— What you are asked to do —
Find the word "DEAN" in the listing below, then return every line it appears in.

— Record set —

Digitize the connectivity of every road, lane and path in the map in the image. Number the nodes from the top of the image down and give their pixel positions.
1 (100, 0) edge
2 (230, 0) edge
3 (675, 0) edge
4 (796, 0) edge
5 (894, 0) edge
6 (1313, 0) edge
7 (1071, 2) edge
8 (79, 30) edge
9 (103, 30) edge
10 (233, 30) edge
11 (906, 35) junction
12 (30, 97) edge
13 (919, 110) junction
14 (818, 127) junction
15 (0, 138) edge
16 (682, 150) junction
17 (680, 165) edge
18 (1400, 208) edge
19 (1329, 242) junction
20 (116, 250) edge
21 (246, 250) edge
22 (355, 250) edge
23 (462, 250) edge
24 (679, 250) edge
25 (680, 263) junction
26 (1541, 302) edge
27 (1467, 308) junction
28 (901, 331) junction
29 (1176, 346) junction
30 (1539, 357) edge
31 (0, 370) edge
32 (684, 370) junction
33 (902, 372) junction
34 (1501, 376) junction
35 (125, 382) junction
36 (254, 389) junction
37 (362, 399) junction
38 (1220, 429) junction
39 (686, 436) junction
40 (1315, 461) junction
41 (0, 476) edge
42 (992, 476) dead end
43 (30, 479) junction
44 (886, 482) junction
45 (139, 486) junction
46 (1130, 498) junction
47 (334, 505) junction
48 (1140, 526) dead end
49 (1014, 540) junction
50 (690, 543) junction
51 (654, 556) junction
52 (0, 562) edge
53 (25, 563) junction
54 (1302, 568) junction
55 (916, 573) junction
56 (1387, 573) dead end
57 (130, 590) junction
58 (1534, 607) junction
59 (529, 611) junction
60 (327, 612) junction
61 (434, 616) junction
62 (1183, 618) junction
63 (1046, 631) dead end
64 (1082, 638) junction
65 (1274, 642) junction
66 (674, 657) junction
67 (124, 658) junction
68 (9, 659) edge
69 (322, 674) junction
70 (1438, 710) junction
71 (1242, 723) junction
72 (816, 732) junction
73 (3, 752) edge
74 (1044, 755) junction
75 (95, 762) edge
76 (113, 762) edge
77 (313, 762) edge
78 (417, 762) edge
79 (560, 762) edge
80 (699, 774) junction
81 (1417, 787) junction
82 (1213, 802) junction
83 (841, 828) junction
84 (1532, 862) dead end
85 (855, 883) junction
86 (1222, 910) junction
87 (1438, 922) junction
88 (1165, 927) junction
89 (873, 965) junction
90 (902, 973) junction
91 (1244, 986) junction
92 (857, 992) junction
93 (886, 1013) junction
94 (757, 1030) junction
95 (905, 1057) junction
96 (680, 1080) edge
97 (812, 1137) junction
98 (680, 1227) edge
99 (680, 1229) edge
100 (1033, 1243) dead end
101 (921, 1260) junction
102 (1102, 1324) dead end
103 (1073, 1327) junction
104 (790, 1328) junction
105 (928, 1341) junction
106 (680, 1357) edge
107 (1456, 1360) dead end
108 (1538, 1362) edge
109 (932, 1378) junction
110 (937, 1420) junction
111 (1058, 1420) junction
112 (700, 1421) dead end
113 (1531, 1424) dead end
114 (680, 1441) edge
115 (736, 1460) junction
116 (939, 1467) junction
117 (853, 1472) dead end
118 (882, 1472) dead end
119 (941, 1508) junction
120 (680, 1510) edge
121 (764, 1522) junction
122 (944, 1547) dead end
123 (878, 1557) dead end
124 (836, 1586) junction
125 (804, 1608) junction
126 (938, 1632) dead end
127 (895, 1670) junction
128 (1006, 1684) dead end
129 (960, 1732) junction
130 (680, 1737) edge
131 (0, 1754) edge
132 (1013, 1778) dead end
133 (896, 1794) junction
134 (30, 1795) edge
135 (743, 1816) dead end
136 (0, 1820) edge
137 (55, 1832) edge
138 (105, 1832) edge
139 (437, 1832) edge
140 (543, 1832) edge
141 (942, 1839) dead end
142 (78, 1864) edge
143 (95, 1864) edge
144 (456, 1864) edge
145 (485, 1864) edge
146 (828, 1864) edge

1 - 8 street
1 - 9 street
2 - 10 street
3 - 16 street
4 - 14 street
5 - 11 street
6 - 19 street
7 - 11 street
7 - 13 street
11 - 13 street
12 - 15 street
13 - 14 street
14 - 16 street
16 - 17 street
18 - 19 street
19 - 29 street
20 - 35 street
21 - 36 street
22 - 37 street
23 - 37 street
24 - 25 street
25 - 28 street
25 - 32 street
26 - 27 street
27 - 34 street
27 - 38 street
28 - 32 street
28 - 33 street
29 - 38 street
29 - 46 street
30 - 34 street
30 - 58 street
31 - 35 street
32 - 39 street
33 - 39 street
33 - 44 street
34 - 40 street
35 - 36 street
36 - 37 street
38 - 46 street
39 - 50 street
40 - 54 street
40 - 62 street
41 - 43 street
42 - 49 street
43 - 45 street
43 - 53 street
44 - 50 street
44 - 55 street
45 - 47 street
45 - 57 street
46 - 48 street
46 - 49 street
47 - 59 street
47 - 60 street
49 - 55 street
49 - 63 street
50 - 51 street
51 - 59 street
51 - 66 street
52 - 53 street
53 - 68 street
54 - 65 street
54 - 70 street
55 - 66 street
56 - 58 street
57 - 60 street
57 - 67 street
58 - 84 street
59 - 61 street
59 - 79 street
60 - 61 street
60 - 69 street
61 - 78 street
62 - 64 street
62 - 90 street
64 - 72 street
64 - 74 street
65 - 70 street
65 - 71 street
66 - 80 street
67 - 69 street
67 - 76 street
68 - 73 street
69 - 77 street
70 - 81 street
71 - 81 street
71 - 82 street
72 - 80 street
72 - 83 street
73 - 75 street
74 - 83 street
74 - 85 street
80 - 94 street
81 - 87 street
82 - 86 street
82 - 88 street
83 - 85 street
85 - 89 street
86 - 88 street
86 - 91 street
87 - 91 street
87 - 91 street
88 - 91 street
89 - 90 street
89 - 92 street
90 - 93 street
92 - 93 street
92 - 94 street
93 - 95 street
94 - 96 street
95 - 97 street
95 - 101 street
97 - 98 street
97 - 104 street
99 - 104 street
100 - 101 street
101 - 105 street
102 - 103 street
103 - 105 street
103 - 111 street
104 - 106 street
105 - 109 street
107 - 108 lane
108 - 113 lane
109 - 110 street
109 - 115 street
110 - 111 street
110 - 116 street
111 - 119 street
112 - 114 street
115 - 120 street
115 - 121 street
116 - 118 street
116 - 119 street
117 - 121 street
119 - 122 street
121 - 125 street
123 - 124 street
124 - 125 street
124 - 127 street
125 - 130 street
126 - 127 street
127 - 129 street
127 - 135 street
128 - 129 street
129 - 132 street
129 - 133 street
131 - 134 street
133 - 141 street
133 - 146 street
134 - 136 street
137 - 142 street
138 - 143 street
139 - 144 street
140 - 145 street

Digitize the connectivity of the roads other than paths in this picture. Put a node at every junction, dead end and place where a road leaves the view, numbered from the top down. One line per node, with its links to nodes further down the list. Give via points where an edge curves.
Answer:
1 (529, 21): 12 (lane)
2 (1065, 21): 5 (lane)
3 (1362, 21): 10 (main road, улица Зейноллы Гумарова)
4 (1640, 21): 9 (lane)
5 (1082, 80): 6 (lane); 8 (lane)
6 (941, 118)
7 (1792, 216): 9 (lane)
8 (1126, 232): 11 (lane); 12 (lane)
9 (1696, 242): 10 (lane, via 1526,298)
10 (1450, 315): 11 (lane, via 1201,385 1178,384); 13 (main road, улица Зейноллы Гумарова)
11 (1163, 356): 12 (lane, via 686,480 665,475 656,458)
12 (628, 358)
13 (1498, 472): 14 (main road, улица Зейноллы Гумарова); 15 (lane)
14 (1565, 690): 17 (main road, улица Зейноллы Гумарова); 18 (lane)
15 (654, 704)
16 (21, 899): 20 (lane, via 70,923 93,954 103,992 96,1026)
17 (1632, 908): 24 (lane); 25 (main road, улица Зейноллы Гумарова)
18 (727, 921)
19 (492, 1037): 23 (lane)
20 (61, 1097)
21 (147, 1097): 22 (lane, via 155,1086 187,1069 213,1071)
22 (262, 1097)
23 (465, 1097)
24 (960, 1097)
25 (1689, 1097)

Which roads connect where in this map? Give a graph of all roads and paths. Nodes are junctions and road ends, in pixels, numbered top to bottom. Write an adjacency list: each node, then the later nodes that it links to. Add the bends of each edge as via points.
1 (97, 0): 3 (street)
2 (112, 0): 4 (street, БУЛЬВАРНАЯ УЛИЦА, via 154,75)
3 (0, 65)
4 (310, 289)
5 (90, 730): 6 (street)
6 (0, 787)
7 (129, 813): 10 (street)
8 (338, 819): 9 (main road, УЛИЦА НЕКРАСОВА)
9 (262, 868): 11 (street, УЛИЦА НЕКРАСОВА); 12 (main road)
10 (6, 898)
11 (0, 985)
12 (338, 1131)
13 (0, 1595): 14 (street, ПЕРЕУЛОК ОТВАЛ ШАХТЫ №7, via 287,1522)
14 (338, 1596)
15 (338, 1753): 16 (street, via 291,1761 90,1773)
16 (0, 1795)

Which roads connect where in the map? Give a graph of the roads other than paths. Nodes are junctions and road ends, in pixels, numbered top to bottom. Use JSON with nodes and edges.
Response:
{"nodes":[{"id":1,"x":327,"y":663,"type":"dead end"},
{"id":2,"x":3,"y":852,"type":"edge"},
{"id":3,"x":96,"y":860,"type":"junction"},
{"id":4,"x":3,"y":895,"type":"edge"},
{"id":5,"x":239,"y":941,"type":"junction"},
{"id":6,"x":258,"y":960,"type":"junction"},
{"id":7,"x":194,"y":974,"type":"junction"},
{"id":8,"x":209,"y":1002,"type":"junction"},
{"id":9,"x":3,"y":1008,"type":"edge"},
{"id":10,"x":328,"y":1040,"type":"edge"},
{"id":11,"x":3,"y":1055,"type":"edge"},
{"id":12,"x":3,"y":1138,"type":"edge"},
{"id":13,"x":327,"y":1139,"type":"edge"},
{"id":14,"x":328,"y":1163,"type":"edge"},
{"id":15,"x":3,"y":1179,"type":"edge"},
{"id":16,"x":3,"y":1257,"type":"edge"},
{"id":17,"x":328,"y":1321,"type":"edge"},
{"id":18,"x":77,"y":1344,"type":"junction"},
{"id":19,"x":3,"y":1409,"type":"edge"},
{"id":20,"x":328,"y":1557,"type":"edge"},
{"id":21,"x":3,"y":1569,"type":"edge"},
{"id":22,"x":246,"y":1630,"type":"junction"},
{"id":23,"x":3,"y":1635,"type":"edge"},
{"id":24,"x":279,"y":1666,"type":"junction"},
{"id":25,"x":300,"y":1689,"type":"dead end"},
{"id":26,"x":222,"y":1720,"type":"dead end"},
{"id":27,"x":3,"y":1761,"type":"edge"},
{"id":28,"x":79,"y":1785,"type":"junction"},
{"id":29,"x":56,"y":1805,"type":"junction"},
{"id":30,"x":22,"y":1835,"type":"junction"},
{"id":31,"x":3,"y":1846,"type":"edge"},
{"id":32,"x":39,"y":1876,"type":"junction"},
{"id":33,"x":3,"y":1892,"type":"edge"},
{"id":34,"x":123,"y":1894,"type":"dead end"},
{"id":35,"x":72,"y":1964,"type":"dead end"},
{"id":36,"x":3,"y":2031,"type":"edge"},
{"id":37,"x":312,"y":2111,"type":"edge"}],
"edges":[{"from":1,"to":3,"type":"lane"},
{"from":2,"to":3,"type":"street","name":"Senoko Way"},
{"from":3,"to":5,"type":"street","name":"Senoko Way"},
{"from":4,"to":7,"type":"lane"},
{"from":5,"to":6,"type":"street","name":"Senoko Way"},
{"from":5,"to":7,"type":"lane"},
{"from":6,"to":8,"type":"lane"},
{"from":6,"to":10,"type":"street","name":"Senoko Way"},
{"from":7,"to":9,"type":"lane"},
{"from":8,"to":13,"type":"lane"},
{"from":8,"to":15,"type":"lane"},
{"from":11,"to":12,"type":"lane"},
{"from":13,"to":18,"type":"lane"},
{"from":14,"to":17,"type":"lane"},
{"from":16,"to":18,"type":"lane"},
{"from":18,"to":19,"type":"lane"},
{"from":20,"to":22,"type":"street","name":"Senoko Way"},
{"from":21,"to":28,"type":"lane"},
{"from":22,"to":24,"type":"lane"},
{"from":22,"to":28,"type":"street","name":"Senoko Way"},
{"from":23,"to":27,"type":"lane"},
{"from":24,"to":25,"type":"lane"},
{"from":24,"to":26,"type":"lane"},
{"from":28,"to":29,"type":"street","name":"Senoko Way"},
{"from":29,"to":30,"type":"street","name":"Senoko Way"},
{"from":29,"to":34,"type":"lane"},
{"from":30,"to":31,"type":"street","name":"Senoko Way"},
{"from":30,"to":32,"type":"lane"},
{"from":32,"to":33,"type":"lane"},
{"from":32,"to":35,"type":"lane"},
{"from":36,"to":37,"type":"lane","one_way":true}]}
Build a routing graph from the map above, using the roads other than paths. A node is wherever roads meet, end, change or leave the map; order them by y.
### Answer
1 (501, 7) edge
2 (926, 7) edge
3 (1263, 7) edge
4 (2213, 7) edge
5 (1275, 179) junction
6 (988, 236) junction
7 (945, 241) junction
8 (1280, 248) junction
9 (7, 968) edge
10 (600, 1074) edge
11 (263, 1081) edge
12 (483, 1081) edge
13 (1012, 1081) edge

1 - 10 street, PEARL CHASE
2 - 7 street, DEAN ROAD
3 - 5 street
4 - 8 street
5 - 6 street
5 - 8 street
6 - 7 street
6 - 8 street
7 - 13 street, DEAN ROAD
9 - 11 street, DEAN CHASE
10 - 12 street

— Answer to the problem —
2 - 7 street, DEAN ROAD
7 - 13 street, DEAN ROAD
9 - 11 street, DEAN CHASE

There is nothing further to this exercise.